After years of Hollywood script doctoring, 7 years of Buffy episodes, 5 years of Angel, baker's dozen + movie of Firefly, a couple of dozen Dollhouse shows, almost a hundred comics written/co-written/edited, and now CitW and Avenger... is it really a surprise that there are *some* elements that we've seen before?

As they mentioned in Dark Knight, "you either die the hero, or you live long enough to become the villain".

edit: To be fair, I remember watching CitW and picking out familiar themes. But then I had the same thought as Vandelay... There are a lot of cooking shows on TV, maybe I should get upset that they are using the same list of food ingredients over and over (to make who-knows how many recipes).

[ edited by OneTeV on 2012-04-17 23:35 ]
Evil corporation? Where does the movie say that the basement people are even part of a corporation? Did I miss that? I assumed they were part of the government - like The Initiative.
They are a multinational so I doubt it's the government. But I don't think it matters to the story which is why I don't think it's actually specified.
Actually, the corporation is entirely evil, and is saving the world, such as it is, over and over again. There is nothing good nor admirable about that outfit, and I took great pleasure in watching their toys loosed upon them; it was probably the most enjoyable part of the film.

And, no, they aren't named as a corporation explicitly, but they are clearly a bureaucracy, and the trappings sound much more private sector, with talk of bonuses and such.
Azzers - I agree that it doesn't matter. I was sort of trying to make the point, without doing it very well, that she makes some assumptions about the tropes Joss is using (such as the evil corporation) that aren't necessarily supported by the content of the movie. And not that it matters, but I think it's probably more likely some sort of multi-governmental consortium, like NATO, maybe SAGO (Subterranean Ancient Gods Organization) - or something better than that.

ETA - the other thing that makes me think it's not a corporation is that this appeasement of the Gods has apparently been going on for centuries (based on the pre-movie graphics) and corporations are a relatively recent historical development.

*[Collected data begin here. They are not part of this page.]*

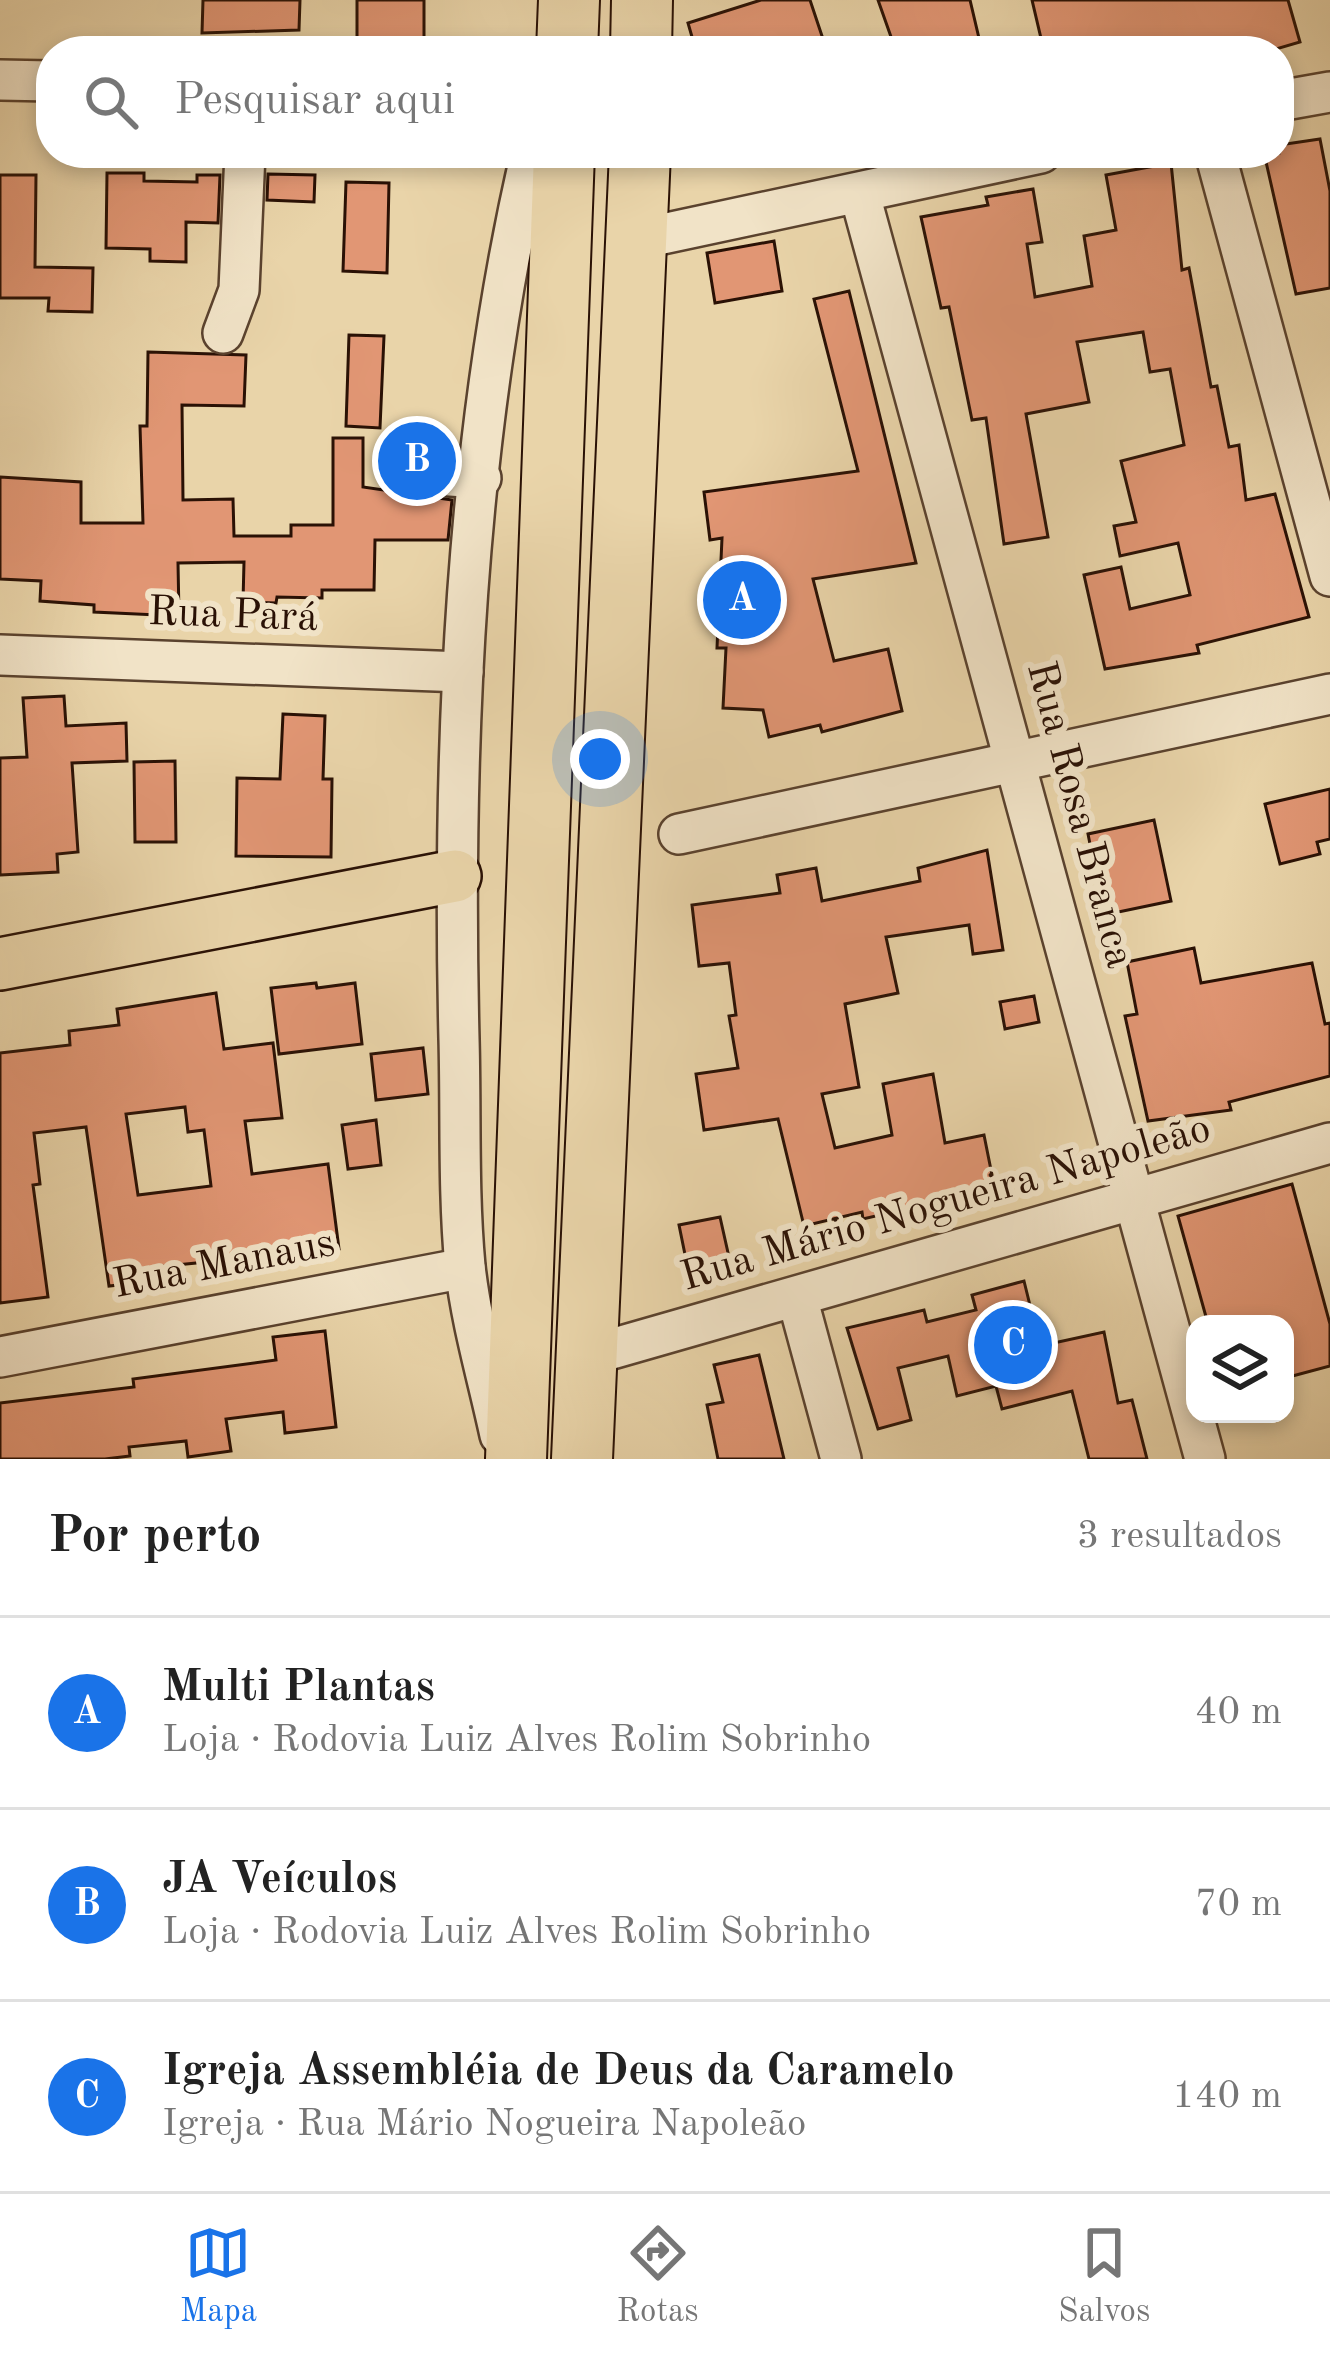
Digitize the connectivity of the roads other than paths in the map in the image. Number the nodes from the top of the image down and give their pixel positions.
1 (642, 0) edge
2 (641, 36) edge
3 (0, 80) edge
4 (36, 81) edge
5 (1330, 92) edge
6 (1294, 98) edge
7 (244, 168) edge
8 (527, 168) edge
9 (563, 168) edge
10 (640, 168) edge
11 (976, 168) edge
12 (1219, 168) edge
13 (860, 195) junction
14 (639, 239) junction
15 (223, 332) dead end
16 (405, 472) dead end
17 (481, 478) junction
18 (1330, 576) edge
19 (0, 655) edge
20 (463, 672) junction
21 (1330, 694) edge
22 (1015, 761) junction
23 (679, 834) dead end
24 (455, 877) junction
25 (0, 964) edge
26 (1330, 1143) edge
27 (1133, 1201) junction
28 (465, 1268) junction
29 (797, 1297) junction
30 (587, 1355) junction
31 (0, 1357) edge
32 (505, 1459) edge
33 (517, 1459) edge
34 (582, 1459) edge
35 (841, 1459) edge
36 (1205, 1459) edge

1 - 2 highway
3 - 4 street
5 - 6 street
7 - 15 street
8 - 17 street
9 - 33 highway
10 - 14 highway
11 - 13 street
12 - 18 street
13 - 14 street
13 - 22 street, Rua Rosa Branca
14 - 30 highway
16 - 17 street
17 - 20 street
19 - 20 street, Rua Pará
20 - 24 street
21 - 22 street
22 - 23 street
22 - 27 street, Rua Rosa Branca
24 - 25 main road
24 - 28 street
26 - 27 street, Rua Mário Nogueira Napoleão
27 - 29 street, Rua Mário Nogueira Napoleão
27 - 36 street, Rua Rosa Branca
28 - 31 street, Rua Manaus
28 - 32 street
29 - 30 street, Rua Mário Nogueira Napoleão
29 - 35 street
30 - 34 highway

[ edited by steverogers on 2012-04-18 00:14 ]
Tired tropes? I think I will stop at one paragraph of these analyses insulting Joss. Though I'll say that someone needs to get a book called "How to Read a Film". Knowing Buffy from the beginning doesn't put you in an expert position to think you know everything about how Joss approaches/writes/directs a project.
Let's try to keep the responses to the article and not the author (mind you, I understand the frustration at insulting analyses that don't seem to have necessarily seen the same movie, but...).
I know, sorry. Tired, brain on frizz.
I hear ya :) *group hug* *group beer*
So he repeats himself. So what?
At least if Joss repeats himself, it's something worth hearing again.
Mmmmmmm, beer. Can there be pie with the beer? :-)
Its interesting that people find fault in the fact that Joss repeats himself. To me its not so much repetition as it is consistency. Joss has been pretty consistent through his career and as such the themes he explores grow as he grows. Dollhouse is a perfect example of this. Its a much darker messier (in terms of morals) show that Buffy. there is no one "hero" or one "villain"
The movie is good. Joss is pretty consistent, you can see him growing as an artist through the years. A lot of artists have consistent themes through their work.

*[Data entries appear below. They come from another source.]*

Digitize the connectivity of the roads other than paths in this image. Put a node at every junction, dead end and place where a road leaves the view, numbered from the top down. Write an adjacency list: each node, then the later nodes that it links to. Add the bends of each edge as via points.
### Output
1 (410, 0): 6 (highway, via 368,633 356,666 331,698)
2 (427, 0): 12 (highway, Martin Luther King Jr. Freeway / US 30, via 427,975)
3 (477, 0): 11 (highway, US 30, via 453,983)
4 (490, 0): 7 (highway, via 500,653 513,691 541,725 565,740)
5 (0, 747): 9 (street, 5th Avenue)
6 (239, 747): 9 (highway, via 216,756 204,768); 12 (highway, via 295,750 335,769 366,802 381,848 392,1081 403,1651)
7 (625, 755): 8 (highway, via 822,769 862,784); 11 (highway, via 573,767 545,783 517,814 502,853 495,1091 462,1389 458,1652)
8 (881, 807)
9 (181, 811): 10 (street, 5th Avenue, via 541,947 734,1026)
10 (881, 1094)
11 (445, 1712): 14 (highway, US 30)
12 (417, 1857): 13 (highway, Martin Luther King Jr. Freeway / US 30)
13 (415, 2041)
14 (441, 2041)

I feel like these article are super hyperbolic. it doesn't have to be a huge thing. People need to calm down.
Jules isn't literally a whore. She isn't taking money for sex. She isn't even being promiscuous. (And if she was, so what, but that's a different conversation.) She's a little more excited than usual about the prospect of having sex with her boyfriend. And Dana isn't literally a virgin - she's just had an affair with her married professor. The initial complaint of the article is either based on a mistaken premise, or the word "literally" is being misused.
Mmmmmmm, beer. Can there be pie with the beer? :-)


Absofrickinlutely!

or the word "literally" is being misused.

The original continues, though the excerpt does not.